Actually you're both and at times it suits you to be one or the other!
But is your decision making process flawed by conflict?

You also live in a bit of a fantasy world especially when you get stressed out, you don't face it with reality for resolution, rather turn it around in you head so it becomes more acceptable for you deal with.

Now how to re-open the door to communication with your old friend?
I would send him a nice box of candy (chocolate) with a nice note of Sweets to the sweet and you were thinking about him and wanted to know how chapter 2 of his life played out? Warmest Regards, signed with your name, phone and e mail address. If he is a gentleman he will respond with a thank you.

Warning you're liable to get what you wish for, so I would try the therapy first so I don't shoot yourself in the foot with your personal beliefs verses his.

Harvey7.
Thanks Harvey for the compliment. You are correct that I sometimes struggle with my identity being an Asian-American, as I have some of both cultures in me. I think I struggle even more between my idealistic childish notions of fairness and how life should be... and the adult reality that life isn't always fair. Hence the reason a few people have mentioned that I sometimes live in a fantasy world.

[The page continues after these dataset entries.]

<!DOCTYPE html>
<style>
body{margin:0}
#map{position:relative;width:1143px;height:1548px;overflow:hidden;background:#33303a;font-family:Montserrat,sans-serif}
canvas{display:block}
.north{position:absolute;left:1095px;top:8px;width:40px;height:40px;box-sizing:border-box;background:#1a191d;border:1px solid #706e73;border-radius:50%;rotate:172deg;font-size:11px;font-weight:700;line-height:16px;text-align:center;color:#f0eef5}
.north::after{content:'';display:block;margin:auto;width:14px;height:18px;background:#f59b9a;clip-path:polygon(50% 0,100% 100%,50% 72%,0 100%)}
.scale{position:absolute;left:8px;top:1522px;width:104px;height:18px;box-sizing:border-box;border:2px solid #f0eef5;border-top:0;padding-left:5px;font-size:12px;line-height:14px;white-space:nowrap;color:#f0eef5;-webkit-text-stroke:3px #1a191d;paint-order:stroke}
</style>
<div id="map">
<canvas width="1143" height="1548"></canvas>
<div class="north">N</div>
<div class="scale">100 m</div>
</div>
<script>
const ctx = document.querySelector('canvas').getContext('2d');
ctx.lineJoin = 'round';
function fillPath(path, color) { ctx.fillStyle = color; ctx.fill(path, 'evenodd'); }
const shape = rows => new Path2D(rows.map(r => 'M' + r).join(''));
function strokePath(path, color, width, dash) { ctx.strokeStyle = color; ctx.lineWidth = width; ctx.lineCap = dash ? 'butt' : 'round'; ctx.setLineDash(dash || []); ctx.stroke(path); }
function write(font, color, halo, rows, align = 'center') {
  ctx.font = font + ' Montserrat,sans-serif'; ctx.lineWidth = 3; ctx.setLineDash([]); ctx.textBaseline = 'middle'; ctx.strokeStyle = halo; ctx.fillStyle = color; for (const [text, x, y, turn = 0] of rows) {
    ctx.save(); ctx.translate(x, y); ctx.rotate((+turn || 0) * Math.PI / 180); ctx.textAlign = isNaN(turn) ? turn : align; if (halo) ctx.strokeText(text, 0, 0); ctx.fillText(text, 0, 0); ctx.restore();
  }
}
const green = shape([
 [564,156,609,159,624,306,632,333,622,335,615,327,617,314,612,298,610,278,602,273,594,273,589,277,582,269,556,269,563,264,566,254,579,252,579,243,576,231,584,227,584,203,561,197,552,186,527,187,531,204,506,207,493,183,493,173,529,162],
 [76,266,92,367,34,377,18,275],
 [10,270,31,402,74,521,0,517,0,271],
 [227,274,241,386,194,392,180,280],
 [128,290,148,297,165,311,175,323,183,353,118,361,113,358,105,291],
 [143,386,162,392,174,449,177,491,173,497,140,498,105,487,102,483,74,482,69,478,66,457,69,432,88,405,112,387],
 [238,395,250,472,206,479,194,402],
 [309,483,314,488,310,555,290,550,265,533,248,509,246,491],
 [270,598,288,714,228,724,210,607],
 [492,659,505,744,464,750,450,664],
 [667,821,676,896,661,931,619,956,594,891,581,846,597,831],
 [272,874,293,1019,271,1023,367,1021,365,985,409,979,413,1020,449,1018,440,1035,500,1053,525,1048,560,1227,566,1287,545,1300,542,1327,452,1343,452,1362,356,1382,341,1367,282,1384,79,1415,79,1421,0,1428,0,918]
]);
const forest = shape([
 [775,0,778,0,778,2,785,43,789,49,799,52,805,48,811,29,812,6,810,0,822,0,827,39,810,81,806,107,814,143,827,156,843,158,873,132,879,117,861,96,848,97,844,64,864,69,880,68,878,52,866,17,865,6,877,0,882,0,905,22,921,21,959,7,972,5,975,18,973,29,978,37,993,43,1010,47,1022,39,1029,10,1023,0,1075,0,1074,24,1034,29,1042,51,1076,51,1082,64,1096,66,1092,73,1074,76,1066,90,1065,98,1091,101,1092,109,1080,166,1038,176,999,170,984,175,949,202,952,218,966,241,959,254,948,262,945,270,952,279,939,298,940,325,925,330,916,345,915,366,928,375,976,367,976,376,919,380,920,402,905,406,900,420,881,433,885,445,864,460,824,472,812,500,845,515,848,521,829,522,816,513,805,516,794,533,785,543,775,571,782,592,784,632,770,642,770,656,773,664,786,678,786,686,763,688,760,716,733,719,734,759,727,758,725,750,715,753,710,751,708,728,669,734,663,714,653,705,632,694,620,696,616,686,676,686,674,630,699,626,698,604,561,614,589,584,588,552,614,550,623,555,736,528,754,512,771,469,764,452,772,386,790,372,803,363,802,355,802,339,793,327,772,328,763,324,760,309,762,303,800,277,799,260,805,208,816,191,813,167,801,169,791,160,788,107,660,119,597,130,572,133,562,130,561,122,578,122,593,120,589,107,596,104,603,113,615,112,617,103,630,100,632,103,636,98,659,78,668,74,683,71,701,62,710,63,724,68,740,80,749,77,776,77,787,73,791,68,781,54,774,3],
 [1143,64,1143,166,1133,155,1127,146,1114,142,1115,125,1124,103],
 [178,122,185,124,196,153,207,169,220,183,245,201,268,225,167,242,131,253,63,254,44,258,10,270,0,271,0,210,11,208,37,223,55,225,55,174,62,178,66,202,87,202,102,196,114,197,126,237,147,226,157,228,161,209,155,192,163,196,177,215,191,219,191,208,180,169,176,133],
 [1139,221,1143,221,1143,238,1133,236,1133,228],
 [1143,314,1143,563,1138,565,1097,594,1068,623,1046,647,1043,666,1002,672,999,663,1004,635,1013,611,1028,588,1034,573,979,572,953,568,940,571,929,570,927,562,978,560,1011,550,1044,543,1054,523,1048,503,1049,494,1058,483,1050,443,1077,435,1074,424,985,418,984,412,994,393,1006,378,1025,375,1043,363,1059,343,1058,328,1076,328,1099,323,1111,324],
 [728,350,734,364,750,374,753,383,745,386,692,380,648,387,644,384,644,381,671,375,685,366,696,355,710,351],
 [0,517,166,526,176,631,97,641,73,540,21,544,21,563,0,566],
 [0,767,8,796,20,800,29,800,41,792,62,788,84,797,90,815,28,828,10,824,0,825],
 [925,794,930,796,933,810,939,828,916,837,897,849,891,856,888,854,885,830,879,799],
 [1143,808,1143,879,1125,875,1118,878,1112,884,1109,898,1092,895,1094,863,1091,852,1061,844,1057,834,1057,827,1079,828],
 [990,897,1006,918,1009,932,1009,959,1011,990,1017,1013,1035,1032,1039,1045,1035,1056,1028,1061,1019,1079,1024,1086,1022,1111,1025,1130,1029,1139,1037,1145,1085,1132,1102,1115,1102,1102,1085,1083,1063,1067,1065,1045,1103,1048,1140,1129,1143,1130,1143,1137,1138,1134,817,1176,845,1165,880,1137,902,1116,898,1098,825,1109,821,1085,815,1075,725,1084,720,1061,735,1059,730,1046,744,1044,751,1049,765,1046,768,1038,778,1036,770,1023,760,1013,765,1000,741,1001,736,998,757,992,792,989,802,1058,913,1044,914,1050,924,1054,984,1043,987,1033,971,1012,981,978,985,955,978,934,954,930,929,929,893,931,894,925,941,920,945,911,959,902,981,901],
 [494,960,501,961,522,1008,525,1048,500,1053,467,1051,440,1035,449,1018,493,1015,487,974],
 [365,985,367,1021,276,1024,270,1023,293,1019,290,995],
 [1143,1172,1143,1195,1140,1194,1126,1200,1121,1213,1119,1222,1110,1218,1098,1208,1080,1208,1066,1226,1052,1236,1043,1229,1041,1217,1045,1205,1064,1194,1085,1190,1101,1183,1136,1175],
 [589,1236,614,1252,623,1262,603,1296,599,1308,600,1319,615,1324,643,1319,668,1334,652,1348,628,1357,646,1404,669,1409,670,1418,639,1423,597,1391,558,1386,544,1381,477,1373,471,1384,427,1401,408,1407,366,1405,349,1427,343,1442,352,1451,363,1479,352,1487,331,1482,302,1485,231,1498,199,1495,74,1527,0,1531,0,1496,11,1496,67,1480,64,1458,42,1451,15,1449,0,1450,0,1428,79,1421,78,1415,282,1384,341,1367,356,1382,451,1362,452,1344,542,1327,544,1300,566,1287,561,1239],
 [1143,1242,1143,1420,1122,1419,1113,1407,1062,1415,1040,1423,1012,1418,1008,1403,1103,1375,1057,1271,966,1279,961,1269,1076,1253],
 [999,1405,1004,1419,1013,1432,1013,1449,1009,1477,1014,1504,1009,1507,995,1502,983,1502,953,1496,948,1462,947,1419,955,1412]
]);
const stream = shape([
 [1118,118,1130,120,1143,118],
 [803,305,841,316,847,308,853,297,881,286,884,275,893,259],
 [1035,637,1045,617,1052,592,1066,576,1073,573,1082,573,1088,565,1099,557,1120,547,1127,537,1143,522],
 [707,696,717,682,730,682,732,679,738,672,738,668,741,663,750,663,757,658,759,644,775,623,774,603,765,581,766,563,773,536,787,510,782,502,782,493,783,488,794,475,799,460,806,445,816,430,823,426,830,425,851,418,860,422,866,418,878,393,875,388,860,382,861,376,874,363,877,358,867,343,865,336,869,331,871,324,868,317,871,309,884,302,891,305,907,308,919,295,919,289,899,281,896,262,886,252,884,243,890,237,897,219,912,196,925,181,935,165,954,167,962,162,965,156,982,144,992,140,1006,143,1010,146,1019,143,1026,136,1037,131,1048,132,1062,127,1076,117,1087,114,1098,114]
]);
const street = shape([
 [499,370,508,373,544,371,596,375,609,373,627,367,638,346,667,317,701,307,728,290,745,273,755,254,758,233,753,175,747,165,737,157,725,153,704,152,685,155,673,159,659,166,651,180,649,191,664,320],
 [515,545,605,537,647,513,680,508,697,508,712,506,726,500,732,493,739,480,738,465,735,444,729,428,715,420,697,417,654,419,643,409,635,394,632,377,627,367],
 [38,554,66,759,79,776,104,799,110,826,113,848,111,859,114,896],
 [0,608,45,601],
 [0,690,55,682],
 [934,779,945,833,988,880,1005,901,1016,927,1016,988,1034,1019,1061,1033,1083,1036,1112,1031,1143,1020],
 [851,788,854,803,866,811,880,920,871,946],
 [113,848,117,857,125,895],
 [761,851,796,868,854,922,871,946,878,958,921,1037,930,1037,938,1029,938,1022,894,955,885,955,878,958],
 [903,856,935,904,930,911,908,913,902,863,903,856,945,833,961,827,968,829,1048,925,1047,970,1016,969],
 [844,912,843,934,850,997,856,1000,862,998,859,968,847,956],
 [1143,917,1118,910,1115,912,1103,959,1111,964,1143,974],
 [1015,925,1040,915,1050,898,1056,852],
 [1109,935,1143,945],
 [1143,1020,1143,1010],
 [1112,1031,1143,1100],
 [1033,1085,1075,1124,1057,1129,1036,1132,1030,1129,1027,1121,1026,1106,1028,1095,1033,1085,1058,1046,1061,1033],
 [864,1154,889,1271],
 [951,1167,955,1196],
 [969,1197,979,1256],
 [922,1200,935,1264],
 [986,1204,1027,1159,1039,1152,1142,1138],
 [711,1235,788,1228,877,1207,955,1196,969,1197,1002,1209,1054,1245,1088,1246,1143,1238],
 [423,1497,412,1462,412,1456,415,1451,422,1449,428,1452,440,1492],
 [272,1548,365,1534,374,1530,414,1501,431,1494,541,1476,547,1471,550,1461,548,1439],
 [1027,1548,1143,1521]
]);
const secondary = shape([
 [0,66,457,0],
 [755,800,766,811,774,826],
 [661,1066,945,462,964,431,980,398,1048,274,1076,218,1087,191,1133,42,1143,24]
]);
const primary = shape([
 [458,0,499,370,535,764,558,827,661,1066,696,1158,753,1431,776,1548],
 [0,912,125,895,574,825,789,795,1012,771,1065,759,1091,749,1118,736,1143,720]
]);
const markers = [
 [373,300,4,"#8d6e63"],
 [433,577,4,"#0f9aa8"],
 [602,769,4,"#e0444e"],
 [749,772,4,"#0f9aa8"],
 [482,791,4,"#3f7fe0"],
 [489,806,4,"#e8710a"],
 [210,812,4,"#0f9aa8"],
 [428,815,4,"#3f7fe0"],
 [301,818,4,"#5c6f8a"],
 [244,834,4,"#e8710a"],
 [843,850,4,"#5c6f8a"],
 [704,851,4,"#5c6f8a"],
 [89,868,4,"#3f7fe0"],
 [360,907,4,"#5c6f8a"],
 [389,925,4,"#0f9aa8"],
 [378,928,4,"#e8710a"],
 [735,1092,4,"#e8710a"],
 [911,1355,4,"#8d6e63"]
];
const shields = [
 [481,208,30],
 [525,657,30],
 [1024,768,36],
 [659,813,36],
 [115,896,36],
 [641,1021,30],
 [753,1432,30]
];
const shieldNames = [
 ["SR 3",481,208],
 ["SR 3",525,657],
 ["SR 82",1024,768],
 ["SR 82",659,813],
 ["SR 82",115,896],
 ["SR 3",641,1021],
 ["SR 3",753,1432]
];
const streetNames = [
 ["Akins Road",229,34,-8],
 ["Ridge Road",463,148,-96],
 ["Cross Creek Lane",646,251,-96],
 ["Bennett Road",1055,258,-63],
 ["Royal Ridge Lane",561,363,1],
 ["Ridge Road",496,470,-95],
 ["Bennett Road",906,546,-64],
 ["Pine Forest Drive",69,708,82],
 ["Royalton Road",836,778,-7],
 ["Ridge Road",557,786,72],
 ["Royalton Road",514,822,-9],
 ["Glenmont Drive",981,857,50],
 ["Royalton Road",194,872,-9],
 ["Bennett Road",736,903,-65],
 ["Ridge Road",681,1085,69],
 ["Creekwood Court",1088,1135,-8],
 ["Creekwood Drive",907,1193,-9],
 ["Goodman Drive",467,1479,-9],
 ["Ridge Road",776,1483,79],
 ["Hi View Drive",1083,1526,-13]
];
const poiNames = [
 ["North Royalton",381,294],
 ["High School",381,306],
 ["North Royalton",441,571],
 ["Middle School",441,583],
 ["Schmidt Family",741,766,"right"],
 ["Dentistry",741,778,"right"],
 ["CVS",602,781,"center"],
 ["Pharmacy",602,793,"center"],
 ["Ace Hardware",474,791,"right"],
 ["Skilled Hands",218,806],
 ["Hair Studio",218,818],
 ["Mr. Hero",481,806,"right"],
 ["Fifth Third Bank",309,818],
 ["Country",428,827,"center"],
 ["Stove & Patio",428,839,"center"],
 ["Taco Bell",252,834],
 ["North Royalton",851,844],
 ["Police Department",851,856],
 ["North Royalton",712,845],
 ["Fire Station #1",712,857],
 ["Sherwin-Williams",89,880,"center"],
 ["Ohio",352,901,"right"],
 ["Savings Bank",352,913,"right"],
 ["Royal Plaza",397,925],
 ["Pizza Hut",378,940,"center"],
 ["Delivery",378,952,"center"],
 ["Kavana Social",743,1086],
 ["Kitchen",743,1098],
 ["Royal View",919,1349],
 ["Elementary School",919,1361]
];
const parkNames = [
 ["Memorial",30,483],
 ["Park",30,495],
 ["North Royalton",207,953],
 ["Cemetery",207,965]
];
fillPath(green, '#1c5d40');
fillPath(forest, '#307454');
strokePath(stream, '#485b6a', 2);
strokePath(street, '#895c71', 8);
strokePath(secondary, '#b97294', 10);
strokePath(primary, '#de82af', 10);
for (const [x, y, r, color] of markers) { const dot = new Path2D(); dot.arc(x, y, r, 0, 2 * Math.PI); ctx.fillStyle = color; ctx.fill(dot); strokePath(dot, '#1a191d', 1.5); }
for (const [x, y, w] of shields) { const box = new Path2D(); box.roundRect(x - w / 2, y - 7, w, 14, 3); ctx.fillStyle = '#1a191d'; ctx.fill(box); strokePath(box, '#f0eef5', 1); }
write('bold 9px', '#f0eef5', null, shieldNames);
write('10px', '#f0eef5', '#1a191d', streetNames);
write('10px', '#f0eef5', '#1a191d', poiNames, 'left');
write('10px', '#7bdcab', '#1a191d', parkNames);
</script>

I'm in my late 20s and have had very few real relationships. I've been on a few dates and had one almost-relationship, but never anything real... so I've often been excessively idealistic. If I was still in high school, I probably would have done as you mentioned and sent him a box of chocolates. However, after having gotten burned by romance a number of times in the last 10 years, I have started to shift my perspective... as reality has hit me hard over the head a number of times. In terms of me and this guy, I honestly don't think he would be impressed by me putting out myself to him by doing something nice. Of course if I reached out to him, I'm certain he would give me a polite response... he does have manners. I did like him for a reason, as he was a decent guy. But I don't think he'd respect me more as a person for continuing to put myself out to him while not getting anything in return. Although he was the one who initially was pursuing me, in the later stages of our interaction... it was one-sided with me wanting to pursue things with him and him backing off. So if anyone deserves a box of chocolates and some love... that would be me, not him.

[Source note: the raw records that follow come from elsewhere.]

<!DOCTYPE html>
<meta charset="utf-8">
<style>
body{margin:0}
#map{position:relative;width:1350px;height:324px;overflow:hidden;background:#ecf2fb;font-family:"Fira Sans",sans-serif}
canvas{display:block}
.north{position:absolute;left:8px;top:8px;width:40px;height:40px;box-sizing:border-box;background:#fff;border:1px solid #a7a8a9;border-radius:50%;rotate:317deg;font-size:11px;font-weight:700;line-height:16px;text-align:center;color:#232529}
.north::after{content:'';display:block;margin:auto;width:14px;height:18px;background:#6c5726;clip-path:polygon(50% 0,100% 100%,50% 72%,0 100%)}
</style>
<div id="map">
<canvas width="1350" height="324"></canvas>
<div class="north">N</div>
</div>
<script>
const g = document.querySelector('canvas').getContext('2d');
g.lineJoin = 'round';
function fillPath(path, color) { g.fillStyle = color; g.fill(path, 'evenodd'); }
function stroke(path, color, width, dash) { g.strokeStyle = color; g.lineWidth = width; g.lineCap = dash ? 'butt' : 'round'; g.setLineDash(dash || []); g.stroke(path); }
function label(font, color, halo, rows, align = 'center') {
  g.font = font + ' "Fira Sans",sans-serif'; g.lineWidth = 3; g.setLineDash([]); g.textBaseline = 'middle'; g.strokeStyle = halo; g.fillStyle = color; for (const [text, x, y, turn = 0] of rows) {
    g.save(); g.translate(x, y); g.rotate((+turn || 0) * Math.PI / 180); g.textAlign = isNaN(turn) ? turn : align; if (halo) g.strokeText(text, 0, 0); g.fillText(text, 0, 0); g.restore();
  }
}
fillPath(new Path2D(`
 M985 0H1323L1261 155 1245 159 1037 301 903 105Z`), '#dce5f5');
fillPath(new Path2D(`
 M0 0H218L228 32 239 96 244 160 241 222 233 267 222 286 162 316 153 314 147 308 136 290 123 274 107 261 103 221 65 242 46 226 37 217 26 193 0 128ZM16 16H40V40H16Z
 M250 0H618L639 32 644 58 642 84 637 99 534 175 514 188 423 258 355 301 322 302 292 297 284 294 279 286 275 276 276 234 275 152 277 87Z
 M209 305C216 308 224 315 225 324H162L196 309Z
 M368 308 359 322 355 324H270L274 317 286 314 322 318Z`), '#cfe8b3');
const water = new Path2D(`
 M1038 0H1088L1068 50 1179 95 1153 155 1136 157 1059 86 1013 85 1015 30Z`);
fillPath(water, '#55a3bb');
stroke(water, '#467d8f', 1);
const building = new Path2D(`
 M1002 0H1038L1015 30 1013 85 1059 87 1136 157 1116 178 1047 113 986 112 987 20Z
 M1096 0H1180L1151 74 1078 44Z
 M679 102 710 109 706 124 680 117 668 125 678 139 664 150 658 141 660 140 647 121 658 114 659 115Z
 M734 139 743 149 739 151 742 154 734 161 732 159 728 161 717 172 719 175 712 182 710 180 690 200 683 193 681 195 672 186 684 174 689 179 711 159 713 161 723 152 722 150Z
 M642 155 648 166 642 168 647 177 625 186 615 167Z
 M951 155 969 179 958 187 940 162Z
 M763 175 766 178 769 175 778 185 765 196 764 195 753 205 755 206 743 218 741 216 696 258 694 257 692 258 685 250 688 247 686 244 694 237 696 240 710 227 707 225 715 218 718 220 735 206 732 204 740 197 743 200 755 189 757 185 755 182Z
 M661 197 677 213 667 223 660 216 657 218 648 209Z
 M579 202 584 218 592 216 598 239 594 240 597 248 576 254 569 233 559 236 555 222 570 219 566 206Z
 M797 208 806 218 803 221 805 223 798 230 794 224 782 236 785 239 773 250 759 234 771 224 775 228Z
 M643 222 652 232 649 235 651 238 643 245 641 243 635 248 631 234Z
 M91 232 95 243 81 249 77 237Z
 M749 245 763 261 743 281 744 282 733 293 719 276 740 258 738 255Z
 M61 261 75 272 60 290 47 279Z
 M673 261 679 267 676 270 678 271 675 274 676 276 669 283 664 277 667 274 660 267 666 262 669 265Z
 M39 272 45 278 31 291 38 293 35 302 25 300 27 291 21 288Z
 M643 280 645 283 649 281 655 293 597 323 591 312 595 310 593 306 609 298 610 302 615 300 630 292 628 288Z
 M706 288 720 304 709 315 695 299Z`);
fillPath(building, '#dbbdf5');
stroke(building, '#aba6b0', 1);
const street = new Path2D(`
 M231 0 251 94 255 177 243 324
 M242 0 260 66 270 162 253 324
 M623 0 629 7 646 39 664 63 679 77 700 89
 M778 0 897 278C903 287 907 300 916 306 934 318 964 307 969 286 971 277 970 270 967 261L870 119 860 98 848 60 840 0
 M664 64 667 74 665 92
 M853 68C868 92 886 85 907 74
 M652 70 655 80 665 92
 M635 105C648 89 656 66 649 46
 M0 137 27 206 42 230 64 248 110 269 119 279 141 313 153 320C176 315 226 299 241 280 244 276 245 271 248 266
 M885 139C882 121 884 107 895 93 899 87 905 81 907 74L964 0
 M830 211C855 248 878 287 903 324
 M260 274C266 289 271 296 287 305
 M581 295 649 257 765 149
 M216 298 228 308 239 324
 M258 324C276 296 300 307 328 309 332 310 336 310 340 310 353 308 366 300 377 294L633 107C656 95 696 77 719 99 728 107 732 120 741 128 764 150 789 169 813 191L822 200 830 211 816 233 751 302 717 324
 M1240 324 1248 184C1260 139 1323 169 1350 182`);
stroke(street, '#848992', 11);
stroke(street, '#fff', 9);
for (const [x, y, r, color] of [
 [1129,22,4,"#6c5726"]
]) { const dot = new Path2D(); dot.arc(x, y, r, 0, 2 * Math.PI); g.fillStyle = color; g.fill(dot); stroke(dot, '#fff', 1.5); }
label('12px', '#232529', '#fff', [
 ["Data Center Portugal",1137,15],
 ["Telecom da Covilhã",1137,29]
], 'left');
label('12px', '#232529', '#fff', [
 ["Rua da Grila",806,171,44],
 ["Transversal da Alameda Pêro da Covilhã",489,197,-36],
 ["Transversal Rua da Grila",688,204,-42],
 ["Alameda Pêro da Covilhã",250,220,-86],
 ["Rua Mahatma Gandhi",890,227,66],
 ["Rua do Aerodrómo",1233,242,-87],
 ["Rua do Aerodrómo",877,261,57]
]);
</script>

Anyway, I don't think I will contact him at all. At times (such as earlier today) I do get nostalgic when I think of that great connection I had with him. But I feel it's a lose-lose situation for me. If I contact him, then I'd imagine he'd be turned off that I was still interested in him over a year later after he wasn't willing to give me what I needed in a relationship. Plus if I contact him, then even in the slim possibility that he would be willing to pursue things with me (which I highly doubt), things would be on his terms and he'd never have to address his contribution to the issues between us. On the other hand, if I don't contact him, then I will just have to live with an unmanifested longing to be with someone and not have had that wish fulfilled. In fantasy world I could contact him and have him realize what a dope he was to walk away from me... but in reality world, the most likely outcome would be him rejecting me again. I wish there was another way (and thus I wrote this thread wondering IF there was any way to contact him without losing my dignity)... but deep down I doubt it.